衛星放送、沈黙の殺人者(3)
2015年05月06日付 Jam-e Jam紙

 殺人の罪に問われた容疑者は、妻の裏切りと道に外れた行動の原因として、衛星放送で放映されている番組の影響を受けたことを挙げ、次のように言っている。

妻の行動が変化した一因として、このような衛星放送チャンネルを見たことが挙げられるでしょう。〔衛星放送から流れてくる〕これらの映画では、人々は実に簡単に関係を持ち、自分たちのパートナーを裏切る様子が映し出されています。

妻がどうしてもとせがむので、私は衛星放送〔を受信するための機器〕を買ってしまいました。彼女は主に、「ファールスィー1(ワン)」や「ザムザメ」といったチャンネル、総じて〔男女の〕情愛に関する映画を放映しているようなチャンネルを観ていました。

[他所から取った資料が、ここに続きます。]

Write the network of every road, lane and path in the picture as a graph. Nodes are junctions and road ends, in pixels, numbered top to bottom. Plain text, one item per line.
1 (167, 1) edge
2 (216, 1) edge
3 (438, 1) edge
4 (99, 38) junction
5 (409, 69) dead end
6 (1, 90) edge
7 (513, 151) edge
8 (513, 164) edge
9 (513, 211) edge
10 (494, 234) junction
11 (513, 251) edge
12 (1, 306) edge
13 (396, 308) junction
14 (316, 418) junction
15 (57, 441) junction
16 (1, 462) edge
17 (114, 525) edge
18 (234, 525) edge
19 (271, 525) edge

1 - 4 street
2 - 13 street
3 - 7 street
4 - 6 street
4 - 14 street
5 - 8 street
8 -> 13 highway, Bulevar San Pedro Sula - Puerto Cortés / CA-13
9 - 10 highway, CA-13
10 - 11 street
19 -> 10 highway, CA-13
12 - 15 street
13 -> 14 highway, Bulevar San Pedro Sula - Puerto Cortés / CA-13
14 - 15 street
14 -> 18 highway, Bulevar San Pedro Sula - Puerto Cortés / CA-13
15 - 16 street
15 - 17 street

妻は自由なるものに大いに関心を持つようになり、これらのことを描いた映画を観ていたものです。

 殺人の容疑者は、こうした映画が制作されている国では、私たちにとって不道徳と思えるような行動も規範から外れたものとは考えられていないのだとの見方を示した上で、次のように言っている。

彼らは自分たちの国で、あのようなことをしているということです。彼らの文化では、裏切り(不倫)などはさして重要ではなく、実に簡単にこうしたことを受け入れてしまいます。しかし私たちの国では、こうしたことは受け入れられていません。妻は夫を裏切ることはできませんし、反対に夫は妻を裏切ることはできないのです。

これらの映画は彼らの文化のために作られたものであって、私たちの国の文化に反するものなのです。こうしたドラマの視聴がもたらしす結果の一つが、妻を殺した罪で現在収監されている「私」なのです。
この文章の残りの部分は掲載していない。